The primary reason that we eat is because we feel hungry. Hunger is a natural drive that forces us to eat in order to replenish the energy that we use to move around, do work, look after our bodies and maintain a healthy weight. Normally when we eat, our hunger is switched off and we reach a state of satiety. However, sometimes the natural processes of hunger and satiety are overridden and we lose control of body weight, which can lead to obesity. Obesity itself will cause problems with daily life, including difficulties with walking and stigmatism by others. However, more importantly it can cause very serious disabilities, like diabetes and heart disease. Therefore, it is essential that we understand what controls the way we eat.

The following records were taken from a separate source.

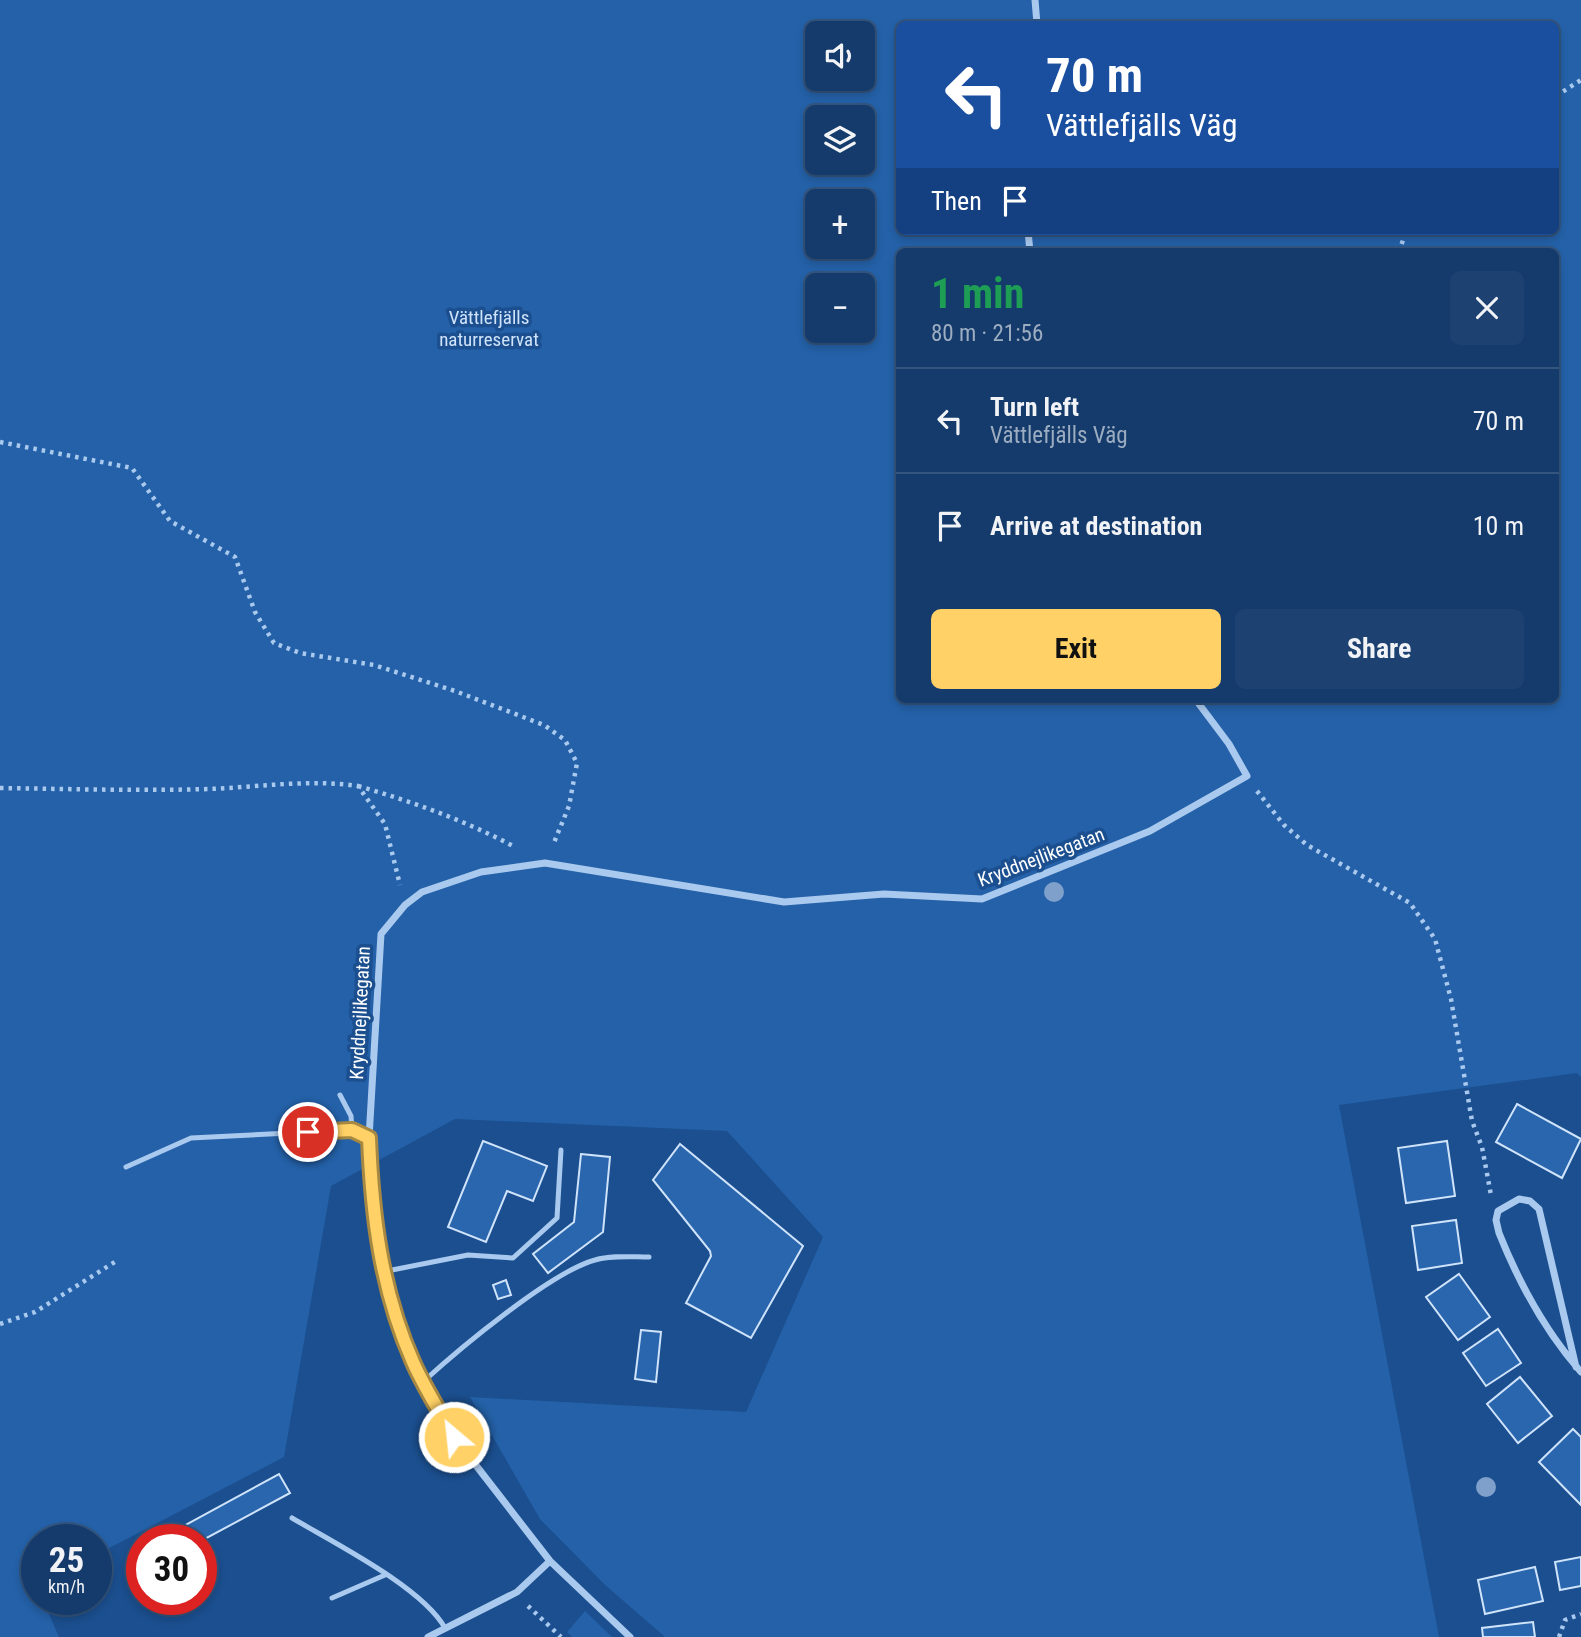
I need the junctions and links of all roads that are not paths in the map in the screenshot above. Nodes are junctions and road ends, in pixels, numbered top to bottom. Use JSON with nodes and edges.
{"nodes":[{"id":1,"x":1035,"y":0,"type":"edge"},
{"id":2,"x":1037,"y":21,"type":"edge"},
{"id":3,"x":1198,"y":703,"type":"edge"},
{"id":4,"x":340,"y":1095,"type":"dead end"},
{"id":5,"x":352,"y":1130,"type":"junction"},
{"id":6,"x":369,"y":1138,"type":"junction"},
{"id":7,"x":561,"y":1150,"type":"dead end"},
{"id":8,"x":126,"y":1167,"type":"dead end"},
{"id":9,"x":649,"y":1257,"type":"dead end"},
{"id":10,"x":382,"y":1272,"type":"junction"},
{"id":11,"x":1579,"y":1369,"type":"edge"},
{"id":12,"x":424,"y":1381,"type":"junction"},
{"id":13,"x":292,"y":1518,"type":"dead end"},
{"id":14,"x":550,"y":1561,"type":"junction"},
{"id":15,"x":385,"y":1575,"type":"junction"},
{"id":16,"x":332,"y":1598,"type":"dead end"},
{"id":17,"x":445,"y":1628,"type":"junction"},
{"id":18,"x":428,"y":1637,"type":"edge"},
{"id":19,"x":630,"y":1637,"type":"edge"}],
"edges":[{"from":1,"to":2,"type":"street"},
{"from":3,"to":6,"type":"street","name":"Kryddnejlikegatan"},
{"from":4,"to":5,"type":"lane"},
{"from":5,"to":6,"type":"lane"},
{"from":5,"to":8,"type":"lane"},
{"from":6,"to":10,"type":"street","name":"Kryddnejlikegatan"},
{"from":7,"to":10,"type":"lane"},
{"from":9,"to":12,"type":"lane"},
{"from":10,"to":12,"type":"street","name":"Kryddnejlikegatan"},
{"from":11,"to":11,"type":"street"},
{"from":12,"to":14,"type":"street","name":"Kryddnejlikegatan"},
{"from":13,"to":15,"type":"lane"},
{"from":14,"to":17,"type":"street"},
{"from":14,"to":19,"type":"street","name":"Kryddnejlikegatan"},
{"from":15,"to":16,"type":"lane"},
{"from":15,"to":17,"type":"lane"},
{"from":17,"to":18,"type":"street"}]}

Eating is similar in humans and mice; like us, mice eat in separate bouts, which we call meals. Each meal is composed of three distinct phases. The first phase involves appetitive behaviour. This is a preparatory phase when animals search for and acquire food. The second phase is when the animal ingests the food, which we call consummatory behaviour. The final phase is "post-ingestive." That is after the animal has eaten and starts to digest the food, eventually reaching satiety. These behaviours seem very simple, but they require very complex organisation by the brain. Our understanding of the brain cells and neural circuits that control eating has remained very vague until some recent breakthroughs.

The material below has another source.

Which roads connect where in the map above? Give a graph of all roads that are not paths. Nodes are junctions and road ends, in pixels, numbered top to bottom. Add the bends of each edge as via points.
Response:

There is a small group of cells (just a few thousand of the 70 million nerves in a mouse brain) that produce a messenger called AgRP and that are critical for controlling eating. It is possible, using the latest neuroscientific tools, to see and manipulate these cells in living, normally behaving mice. We and others have shown previously that AgRP cells increase their activity in response to hunger signals. The hunger signals include a message from the stomach, called ghrelin, and inputs from other nerves. If we artificially stimulate only the AgRP cells, we can make a mouse eat, even if it has just had a meal. Importantly, also we can measure the activity of AgRP cells by shining a fluorescent light into the brain of a specially bred mouse, and measuring the light that bounces back. AgRP cell activity goes up when the mouse is hungry before a meal or if we inject the mouse with ghrelin. Remarkably, the activity of AgRP cells goes down as soon as the mouse finds food (the appetitive phase) and stays down if the animals eats (throughout the consummatory and post-ingestive phases). However, if the mouse does not eat the food, the activity of AgRP cells creeps up again. Thus, together we have shown that AgRP cell activity drives eating behaviour and provides us with a measure of hunger, which can be read with split-second accuracy.

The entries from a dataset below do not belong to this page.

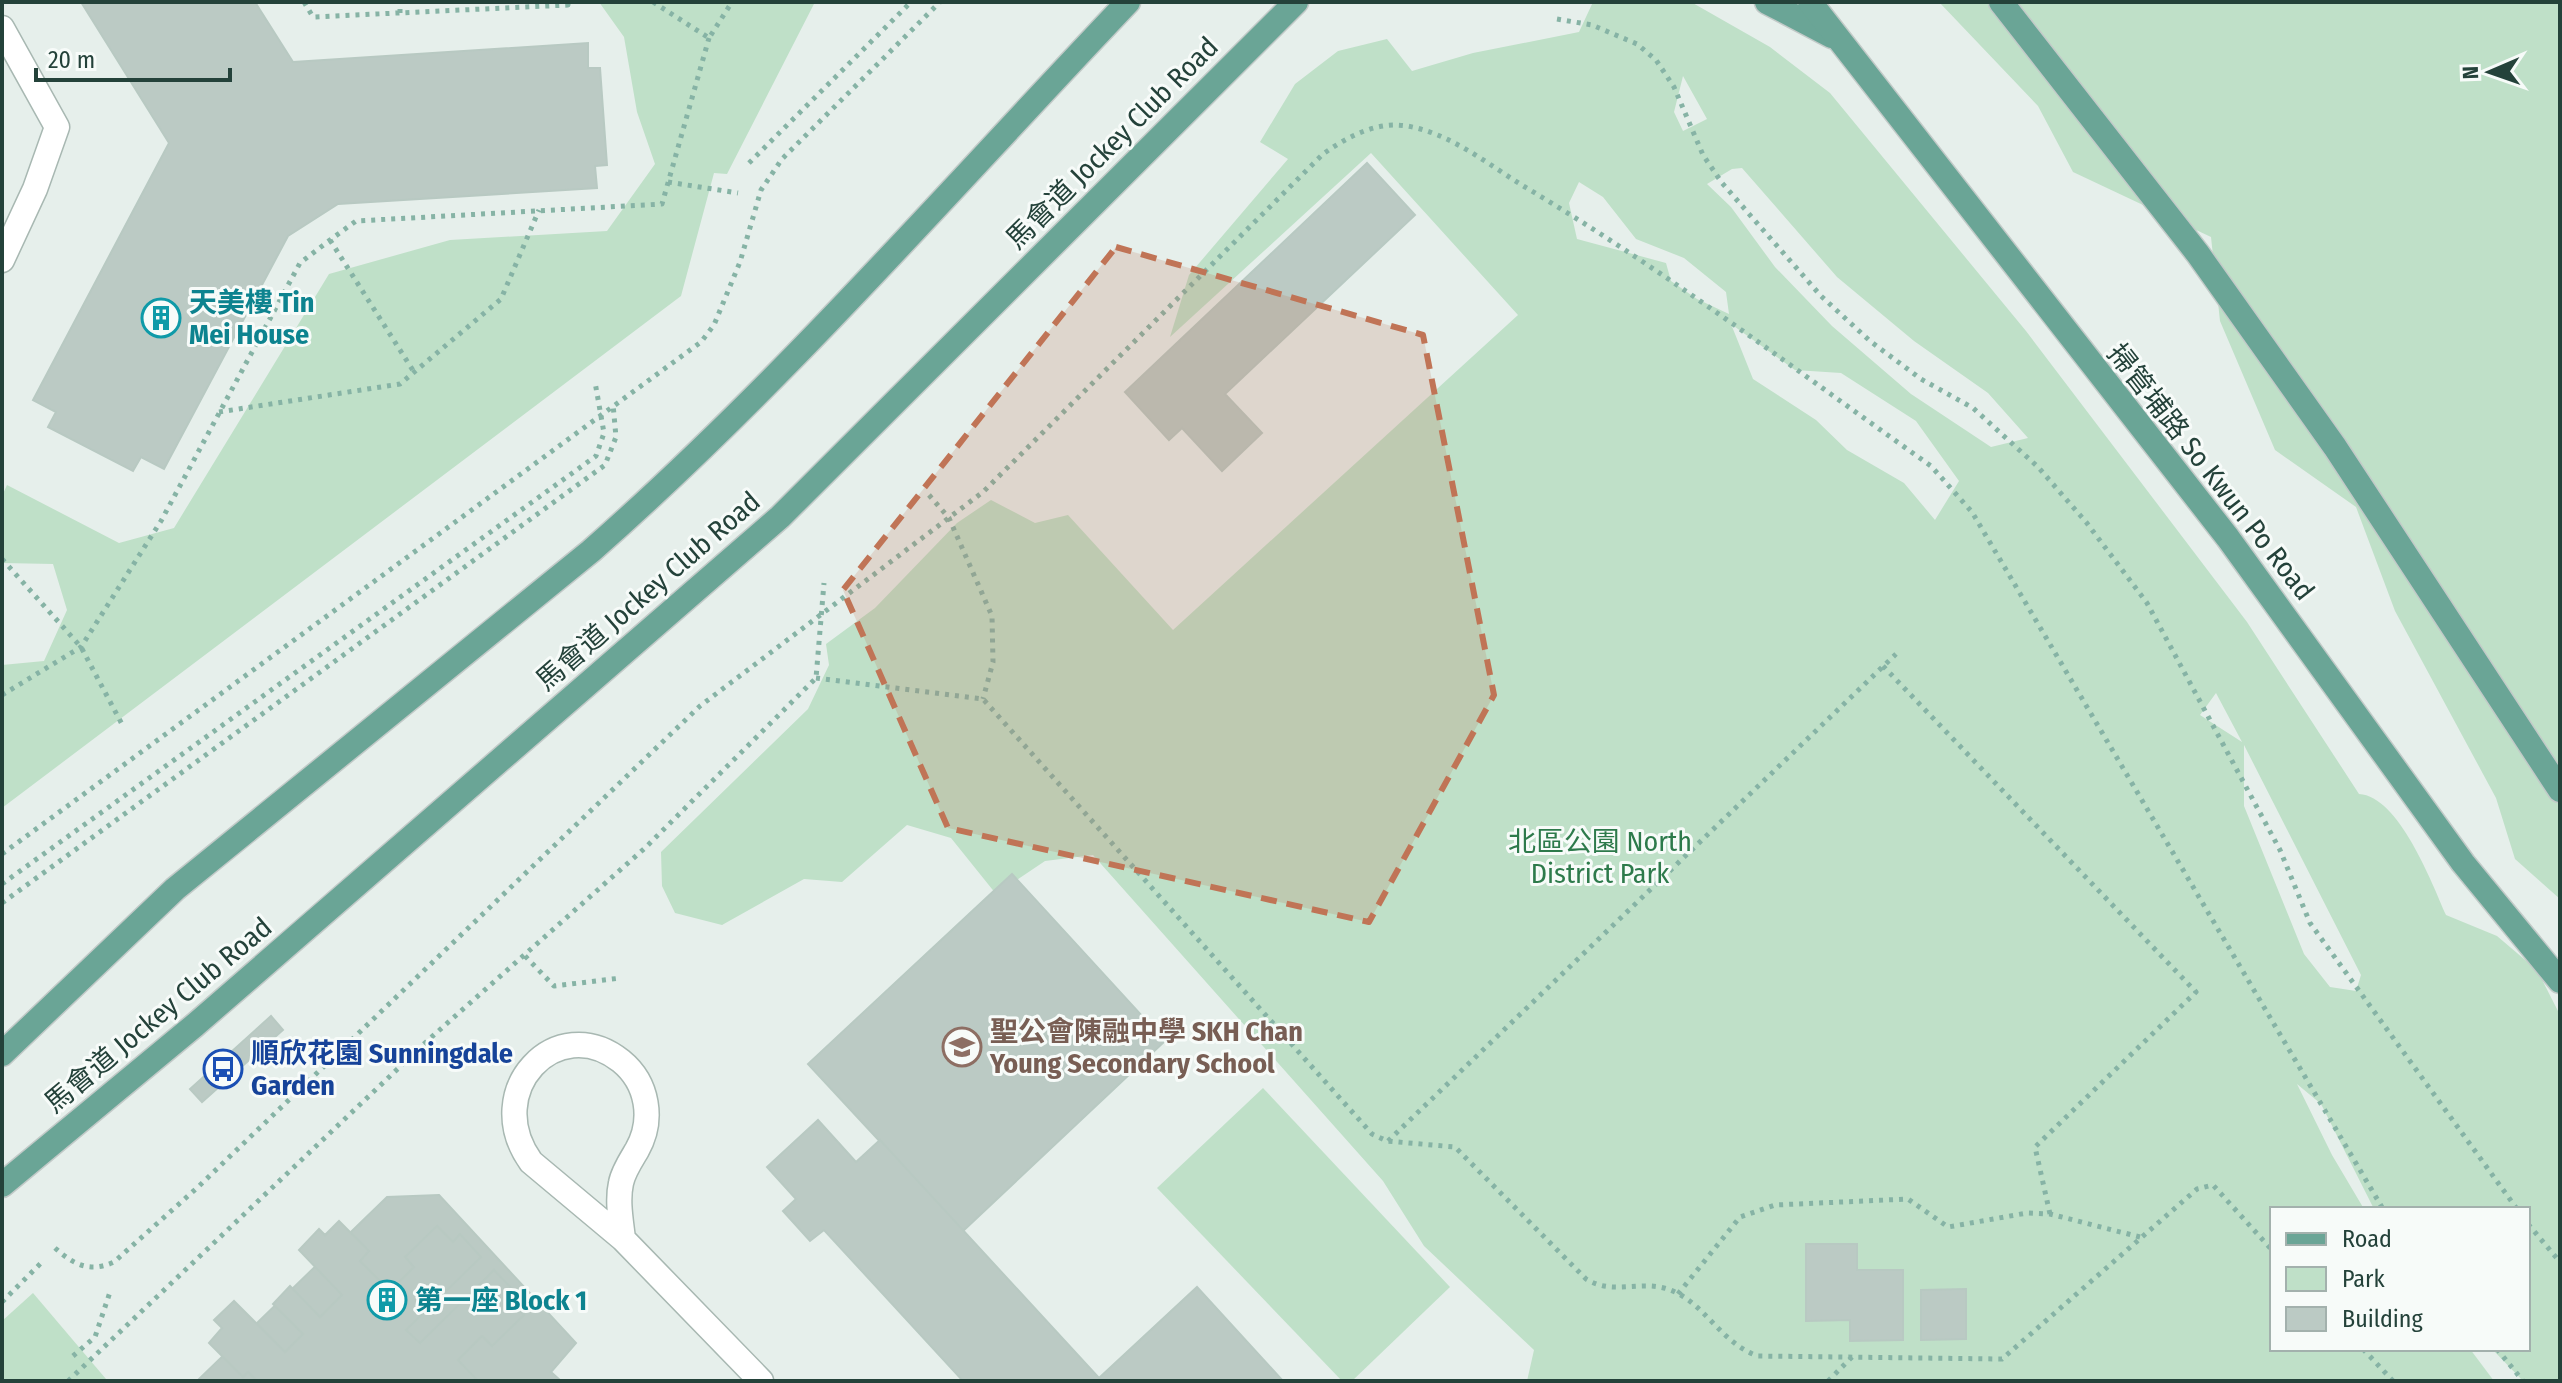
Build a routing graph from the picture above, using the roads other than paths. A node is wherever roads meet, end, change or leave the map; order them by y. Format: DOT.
graph roads {
  1 [pos="1128,2"];
  2 [pos="1296,2"];
  3 [pos="1767,2"];
  4 [pos="1810,2"];
  5 [pos="2001,2"];
  6 [pos="2,28"];
  7 [pos="1842,41"];
  8 [pos="2,260"];
  9 [pos="2560,790"];
  10 [pos="2560,981"];
  11 [pos="2,1054"];
  12 [pos="2,1185"];
  13 [pos="623,1239"];
  14 [pos="761,1381"];
  1 -- 11 [label="main road"];
  2 -- 12 [label="main road, 馬會道 Jockey Club Road"];
  3 -- 7 [label="main road"];
  4 -- 7 [label="main road, 掃管埔路 So Kwun Po Road"];
  5 -- 9 [label="main road"];
  6 -- 8 [label="street"];
  7 -- 10 [label="main road, 掃管埔路 So Kwun Po Road"];
  13 -- 13 [label="street"];
  13 -- 14 [label="street"];
}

In this project, we will investigate the different inputs to AgRP cells to decide which are required to switch off hunger. We believe that different nerves from other parts of the brain control AgRP cells during the three phases of eating. We have preliminary data to suggest that some inhibitory nerves connect directly and inhibit AgRP cells when food is acquired in the appetitive phase. Other nerves, which have an excitatory input onto AgRP cells are switched off during the consummatory phase, and we believe this is required for the low AgRP cell activity when a meal is being eaten. Finally, we have evidence that after the meal is eaten, post-ingestive signals from the gut stimulate additional connections which keep the AgRP silent during satiety. As time passes, these inputs adapt and the activity of AgRP cells increases again, producing hunger before the next meal.
By understanding these complex brain circuits, in the future we may be able to manipulate hunger and provide new medicines to control the rise of obesity and eating disorders in our society.

Hunger peaks in anticipation of eating and falls during the post-ingestive phase, however the real-time dynamics of hunger during eating behaviour and the exact neurones critical for hunger suppression are mostly unknown.
Here we will exploit AgRP neurones in the arcuate nucleus of the hypothalamus - a robust cellular proxy for hunger - as an entry point to study how hunger is modulated during eating behaviour. We will monitor the dynamics of discrete neuronal circuits that converge on AgRP neurones to determine their specific involvement in the anticipatory, consummatory, or post-ingestive phase of eating behaviour. To do this in real-time and with high temporal resolution, we will use in vivo fibre photometry combined with feeding-related behavioural assays. We hypothesise that the multiple circuits cooperate to suppress AgRP neurone activity before, during and following feeding. We will further characterise these circuits genetically, anatomically and functionally, combining gain or loss of function manipulations (including a novel loss of function approach) with in vivo recordings of AgRP neuronal activity.